The Surprise Comeback of Black
The ferocity with which black re-emerged as the lead color for all of the above came as a shock. Not that black was ever absent from the scene or comes as a new invention. The color (or neutral, if you prefer) has had its star turns in both apparel and home furnishings more than once.
What makes black especially interesting this time around is that it is interjecting itself into other colors by shading them into a new darker color palette to result in near black, such as blackened purple, shaded ruby red, blackened emerald, midnight blue, blackened gunmetal grays and, finally, black on black.
This color trend is only beginning but will accelerate as the pendulum swings away from the brights into new depths appropriate to and dramatizing period revivals.

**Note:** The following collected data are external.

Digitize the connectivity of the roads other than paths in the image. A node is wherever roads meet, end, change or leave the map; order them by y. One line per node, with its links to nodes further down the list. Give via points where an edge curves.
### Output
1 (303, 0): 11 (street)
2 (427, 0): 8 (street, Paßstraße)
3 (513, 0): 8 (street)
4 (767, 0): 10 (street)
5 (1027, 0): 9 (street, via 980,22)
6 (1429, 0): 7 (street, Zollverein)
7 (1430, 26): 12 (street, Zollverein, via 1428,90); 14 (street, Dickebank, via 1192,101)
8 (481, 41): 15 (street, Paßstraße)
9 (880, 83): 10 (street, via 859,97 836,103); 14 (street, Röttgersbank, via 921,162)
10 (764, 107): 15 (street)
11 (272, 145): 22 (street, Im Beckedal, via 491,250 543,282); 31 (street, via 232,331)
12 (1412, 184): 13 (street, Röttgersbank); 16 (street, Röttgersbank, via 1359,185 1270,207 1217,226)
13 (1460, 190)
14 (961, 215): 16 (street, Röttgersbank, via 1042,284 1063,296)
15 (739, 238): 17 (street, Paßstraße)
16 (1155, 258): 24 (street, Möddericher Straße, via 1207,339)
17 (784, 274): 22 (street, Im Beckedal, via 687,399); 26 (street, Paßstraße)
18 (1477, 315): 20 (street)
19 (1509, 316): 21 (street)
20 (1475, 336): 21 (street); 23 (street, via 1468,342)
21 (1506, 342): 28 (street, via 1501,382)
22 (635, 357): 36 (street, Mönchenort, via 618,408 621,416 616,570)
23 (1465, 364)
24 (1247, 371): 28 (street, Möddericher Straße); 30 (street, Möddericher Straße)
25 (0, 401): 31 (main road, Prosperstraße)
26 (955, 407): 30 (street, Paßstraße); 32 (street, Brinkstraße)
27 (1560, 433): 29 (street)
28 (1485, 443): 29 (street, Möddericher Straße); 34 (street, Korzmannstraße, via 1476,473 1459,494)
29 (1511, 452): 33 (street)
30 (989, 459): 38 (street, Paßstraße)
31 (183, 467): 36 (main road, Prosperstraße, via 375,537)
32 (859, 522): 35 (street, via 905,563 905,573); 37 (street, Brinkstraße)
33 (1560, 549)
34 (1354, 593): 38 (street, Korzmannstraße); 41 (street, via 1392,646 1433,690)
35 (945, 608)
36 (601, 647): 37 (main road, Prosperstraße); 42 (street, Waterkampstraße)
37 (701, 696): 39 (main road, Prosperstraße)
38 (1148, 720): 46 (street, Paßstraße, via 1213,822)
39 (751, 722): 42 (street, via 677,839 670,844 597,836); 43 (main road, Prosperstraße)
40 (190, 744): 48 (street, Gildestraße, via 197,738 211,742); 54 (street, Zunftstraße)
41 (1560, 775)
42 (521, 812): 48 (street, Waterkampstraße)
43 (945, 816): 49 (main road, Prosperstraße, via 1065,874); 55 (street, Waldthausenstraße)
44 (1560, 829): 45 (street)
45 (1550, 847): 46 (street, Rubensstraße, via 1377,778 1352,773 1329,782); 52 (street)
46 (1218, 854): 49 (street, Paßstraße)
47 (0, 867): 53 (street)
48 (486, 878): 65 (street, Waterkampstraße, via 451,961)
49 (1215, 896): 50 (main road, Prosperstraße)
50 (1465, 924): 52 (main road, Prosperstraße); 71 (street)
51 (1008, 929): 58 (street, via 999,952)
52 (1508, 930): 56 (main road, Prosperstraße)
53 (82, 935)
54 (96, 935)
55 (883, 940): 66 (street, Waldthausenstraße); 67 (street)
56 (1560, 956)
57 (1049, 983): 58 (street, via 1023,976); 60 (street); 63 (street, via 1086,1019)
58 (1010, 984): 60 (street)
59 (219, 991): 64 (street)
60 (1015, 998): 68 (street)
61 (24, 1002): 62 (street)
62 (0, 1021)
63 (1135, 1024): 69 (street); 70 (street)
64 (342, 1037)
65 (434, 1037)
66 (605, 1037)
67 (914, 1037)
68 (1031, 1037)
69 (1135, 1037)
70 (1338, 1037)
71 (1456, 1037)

Continuing and proliferating: Brights
Notwithstanding where color is headed from here, color now still relies on the neon power of fuchsias, bright purples, turquoise into teals and true blues, and acidic greens, but broadening out into leafy jungle greens and dipping into emerald, Citrusy yellows in zesty contrast to grays or lively companions to other brights often combined in patchwork designs.
They show no sign of dimming down. The brights also remain popular companions to ongoing Modern and Asian designs. The latter manage to look both ancient and modern at the same time. Neither style is destined for the dustbin, but didn't get as much attention at Maison & Objet as in previous seasons because of the strong re-emergence of Tradition.